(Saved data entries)
_ _ _ _ _ _ _

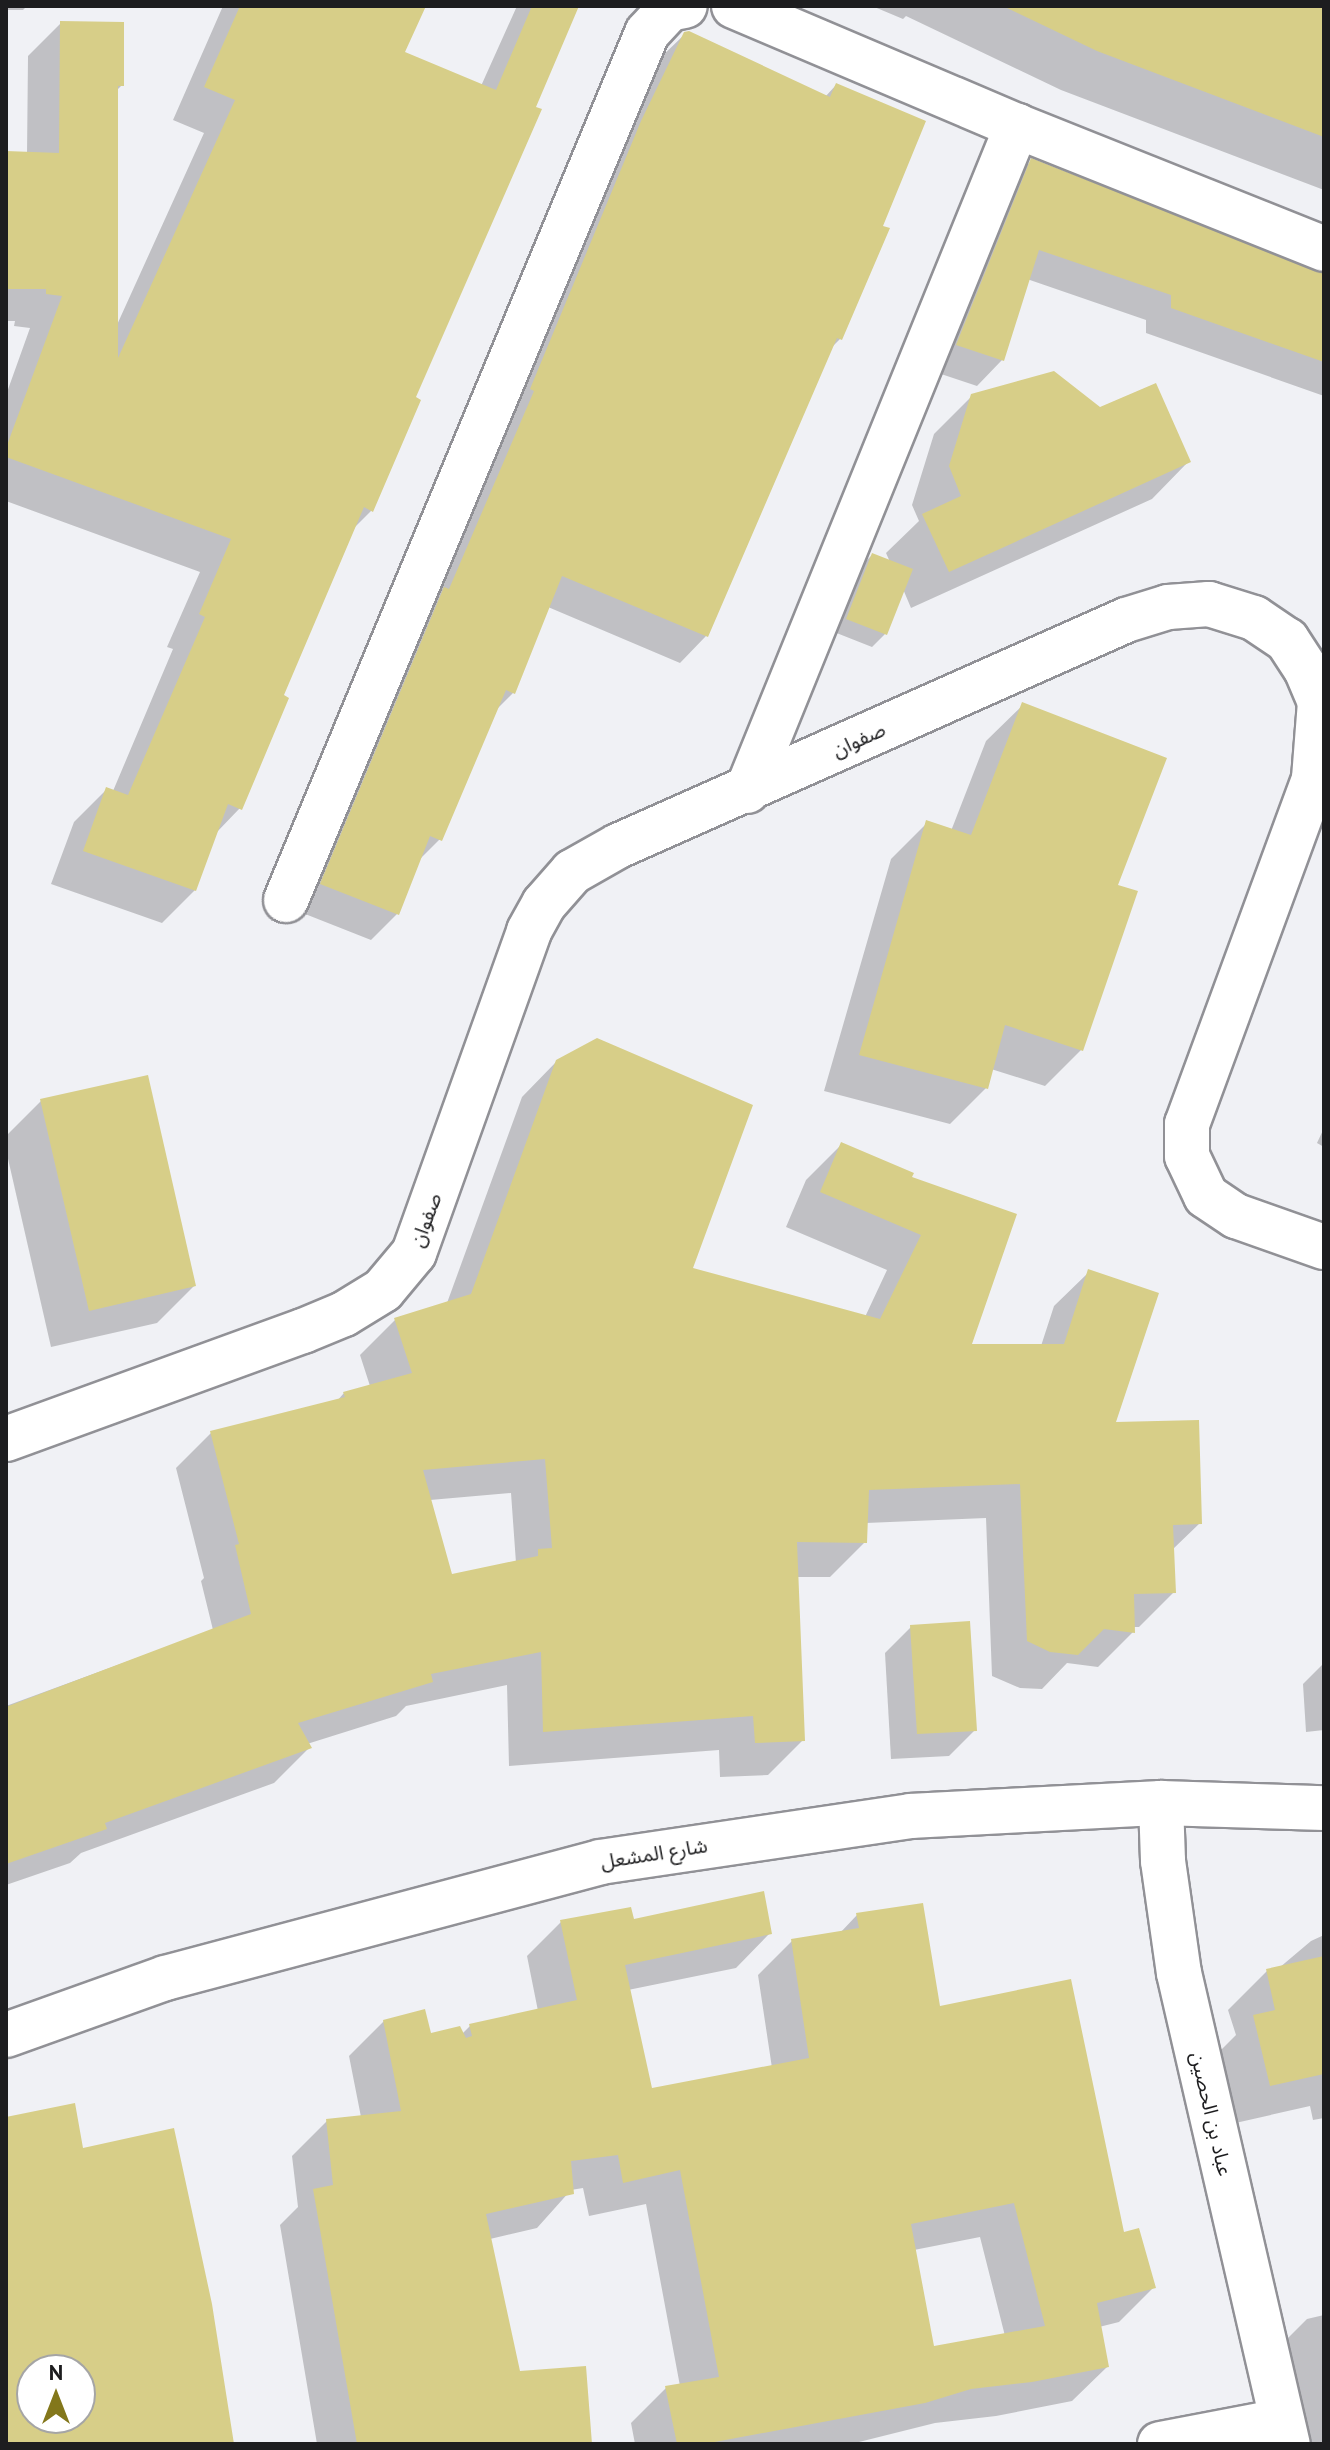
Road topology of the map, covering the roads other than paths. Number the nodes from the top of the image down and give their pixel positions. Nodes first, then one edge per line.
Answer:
1 (734, 6) edge
2 (673, 7) edge
3 (1017, 126) junction
4 (1324, 249) edge
5 (747, 791) junction
6 (286, 900) dead end
7 (1324, 1247) edge
8 (6, 1439) edge
9 (1161, 1803) junction
10 (1324, 1808) edge
11 (6, 2035) edge
12 (1285, 2432) edge
13 (1160, 2444) edge

1 - 3 street
2 - 6 street
3 - 4 street
3 - 5 street
5 - 7 street, صفوان
5 - 8 street, صفوان
9 - 10 street, شارع المشعل
9 - 11 street, شارع المشعل
9 - 12 street, عباد بن الحصين
12 - 13 street, عباد بن الحصين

_ _ _ _ _ _ _

> REQUIRED WORK
Copy every record above exactly, leaving out any pictures.

> PROBLEM SOLUTION
Road topology of the map, covering the roads other than paths. Number the nodes from the top of the image down and give their pixel positions. Nodes first, then one edge per line.
Answer:
1 (734, 6) edge
2 (673, 7) edge
3 (1017, 126) junction
4 (1324, 249) edge
5 (747, 791) junction
6 (286, 900) dead end
7 (1324, 1247) edge
8 (6, 1439) edge
9 (1161, 1803) junction
10 (1324, 1808) edge
11 (6, 2035) edge
12 (1285, 2432) edge
13 (1160, 2444) edge

1 - 3 street
2 - 6 street
3 - 4 street
3 - 5 street
5 - 7 street, صفوان
5 - 8 street, صفوان
9 - 10 street, شارع المشعل
9 - 11 street, شارع المشعل
9 - 12 street, عباد بن الحصين
12 - 13 street, عباد بن الحصين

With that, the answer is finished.